A mercerized cotton fabric, weight about 120 g / m ² , is passed through a padding chassis and with an aqueous liquor consisting of 50 g / l of the reactive dye of the formula

18 ml / l sodium hydroxide solution, 32.5% by weight, 15g / l "Graham's salt" and 3 g / l of an anionic wetting agent, such as Leonil SRP, padded with a liquor absorption of 80% at a temperature of 20 ° C . The impregnated goods are run into a fixing unit with a temperature of 120 ° C. and a humidity of 25% at 20 m / min and fixed at a wet temperature of 70 ° C. for 2.5 minutes. The dyed material then leaves the fusing unit with a residual moisture content of 15%. The material is then continuously washed out and finished.
The goods are characterized by a very uniform appearance and a smooth surface. The color tone is 20% deeper than on a textile dyed according to the conventional pad-dry-pad-steam method.

Example 3

A viscose fabric, weight approx. 100 g / m ² , is passed through a padding chassis and with an aqueous liquor consisting of 50 g / l of the reactive dye CI Reactive Red 180 of the formula

18 m / l sodium hydroxide solution, 32.5% by weight, and 15 g / l "Maddrell's salt" and 2 g / l one anionic wetting agents, e.g. Leonil SRP, with a fleet intake of 90% padded at a temperature of 20 ° C. The dye is fixed as in Example 2 described and completes the goods as usual. The red, strong color is over Stained 20% deeper than a material made with the same amount of dye was colored using a pad-steam process. The level of authenticity corresponds to that expected level of reactive dyes. The goods have a much better one Handle as a product colored by the water glass method.

Claims (11)

Process for dyeing cellulosic textiles according to a Block process or spray process, characterized in that the Dyeing liquor or spray solution 5 to 100 g / l of an inorganic Contains polyphosphate and has a pH of 10 to 13.5. A method according to claim 1, characterized in that the dye liquor or spray solution 7 to 40 g / l, preferably 10 to 20 g / l, one contains inorganic polyphosphates.

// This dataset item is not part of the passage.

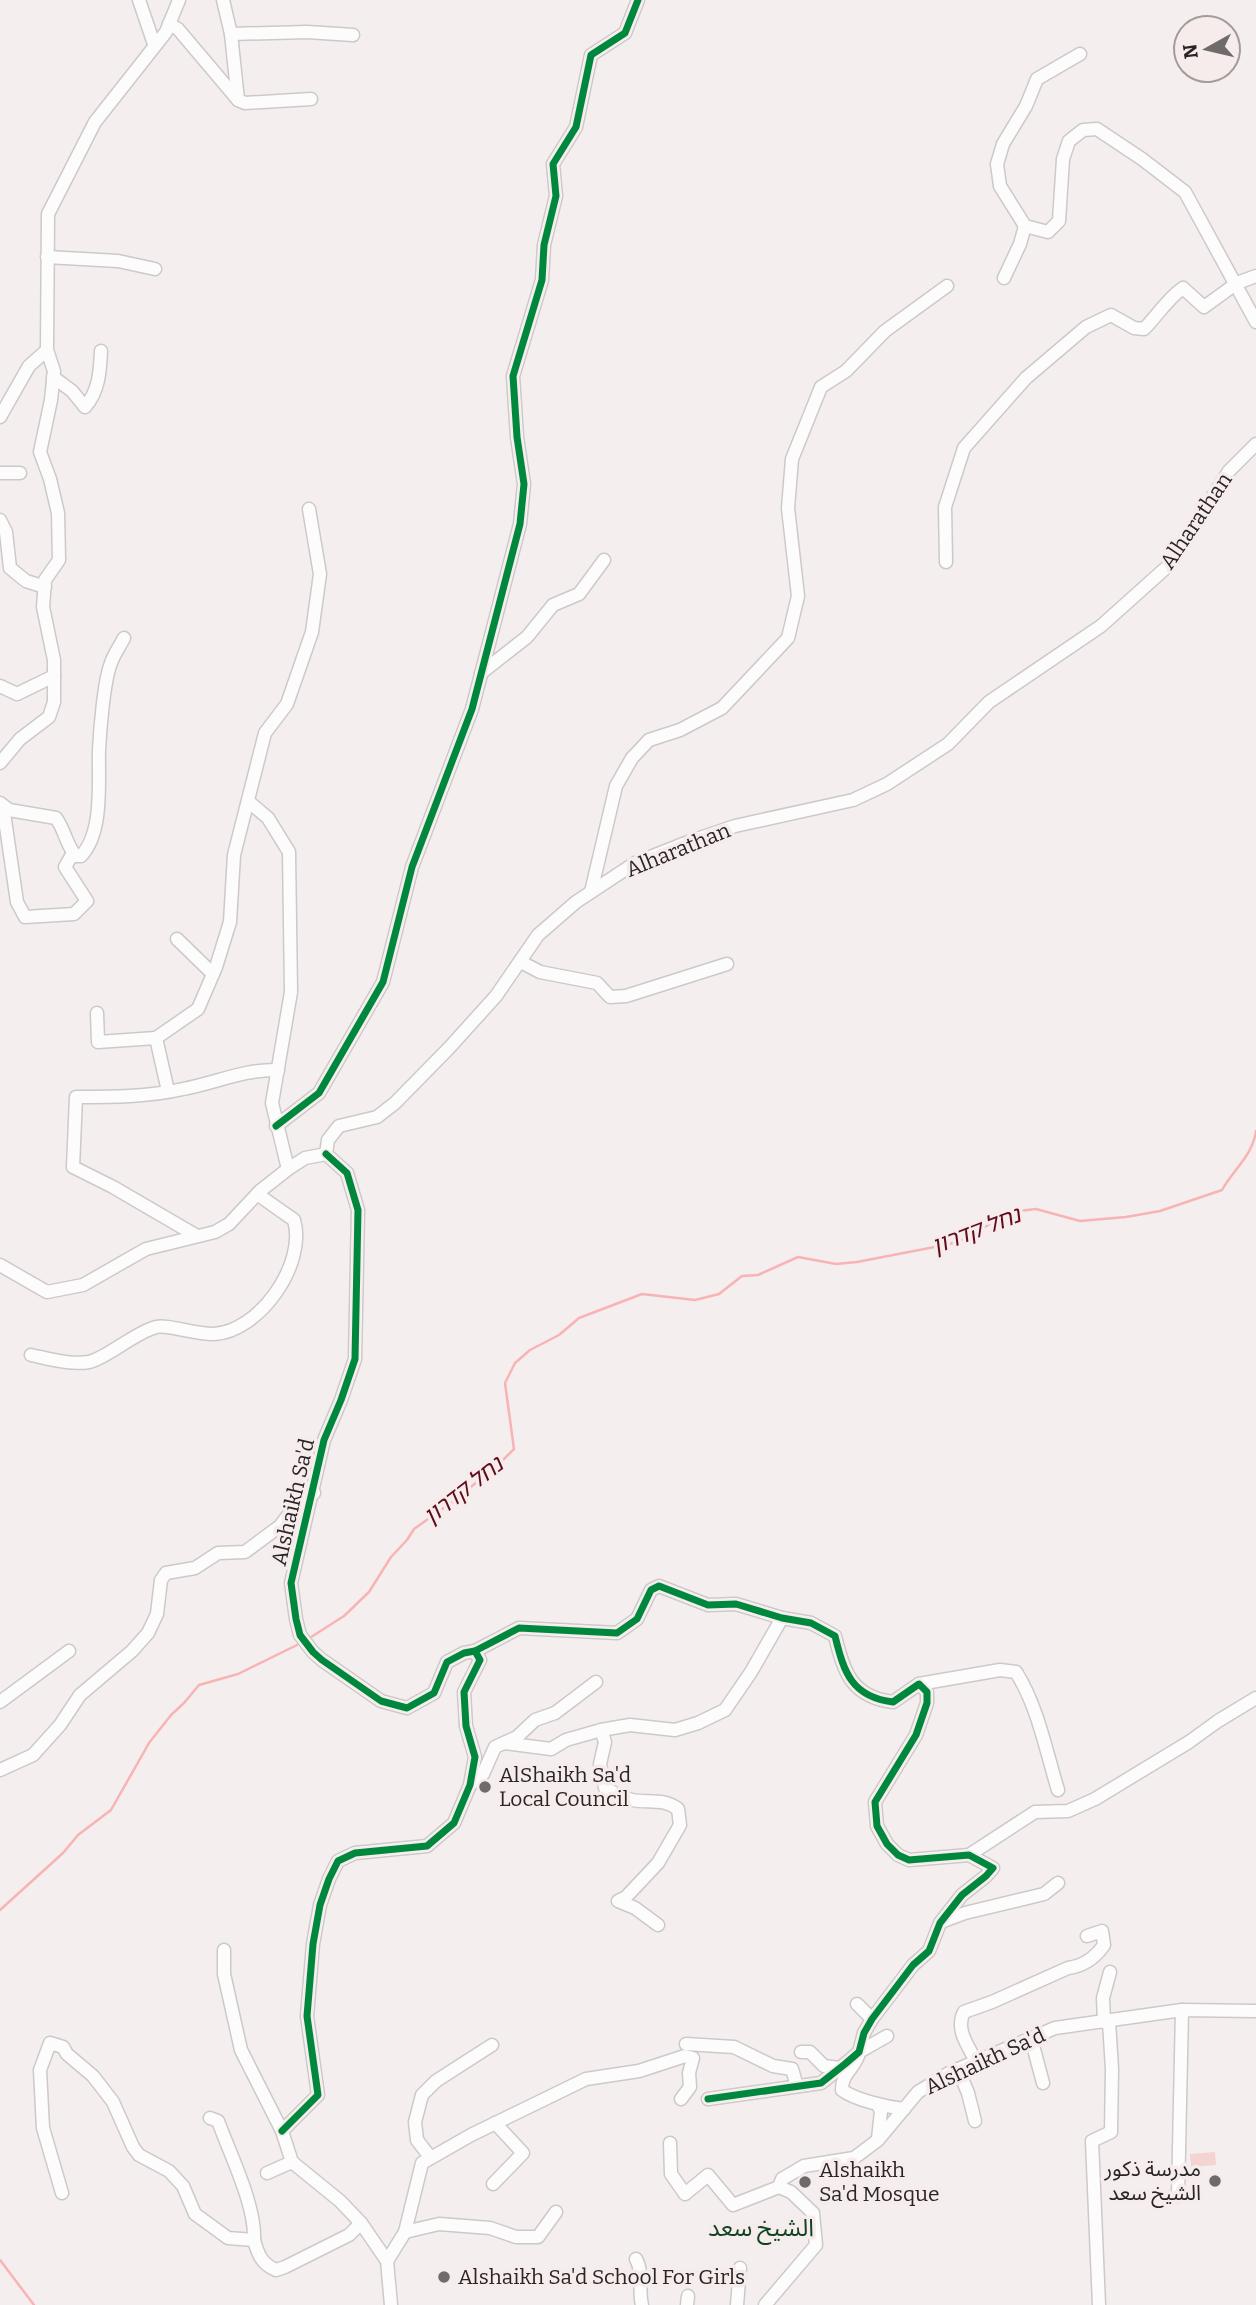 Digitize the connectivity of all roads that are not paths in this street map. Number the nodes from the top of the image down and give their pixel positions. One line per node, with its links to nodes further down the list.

A method according to claim 1 or 2, characterized in that the Dye liquor or spray solution has a pH of 11 to 13. Process according to at least one of Claims 1 to 3, characterized in that the inorganic polyphosphate is a low molecular weight polyphosphate of the formula M _{n + 2} P _n O _{3n + 1} with n = 2 to 10, a high molecular weight polyphosphate of the formula M _n H ₂ P _n O _{3n + 1} with n = 11 to 90, is a cyclic metapolyphosphate of the formula M _n P _n O _3n or a mixture thereof, where M is an alkali metal. Method according to at least one of claims 1 to 4, characterized characterized in that the inorganic polyphosphate is a salt of Triphosphoric acid or tetraphosphoric acid. Method according to at least one of claims 1 to 5, characterized characterized in that the inorganic polyphosphate is Graham's salt, is the Maddrell salt or the Kurrol salt. Method according to at least one of claims 1 to 6, characterized characterized in that the inorganic polyphosphate as a solid or as aqueous solution of the dye liquor or spray solution is added. Method according to at least one of claims 1 to 7, characterized characterized in that the padding process is a padding-cold retention process Pad-Dry-Pad-Steam process, a Pad / Air-Steam process or a Thermosol / Pad-Steam process is. Method according to at least one of claims 1 to 8, characterized characterized in that the dye liquor contains a fiber-reactive dye. Method according to at least one of claims 1 to 9, characterized characterized in that the dye liquor 0.1 to 5 g / l of an anionic Contains wetting agent. Method according to at least one of claims 1 to 10, characterized characterized in that the cellulosic textile made of cotton, linen, hemp or regenerated cellulose or a blended fabric with Polyester fibers or polyamide fibers.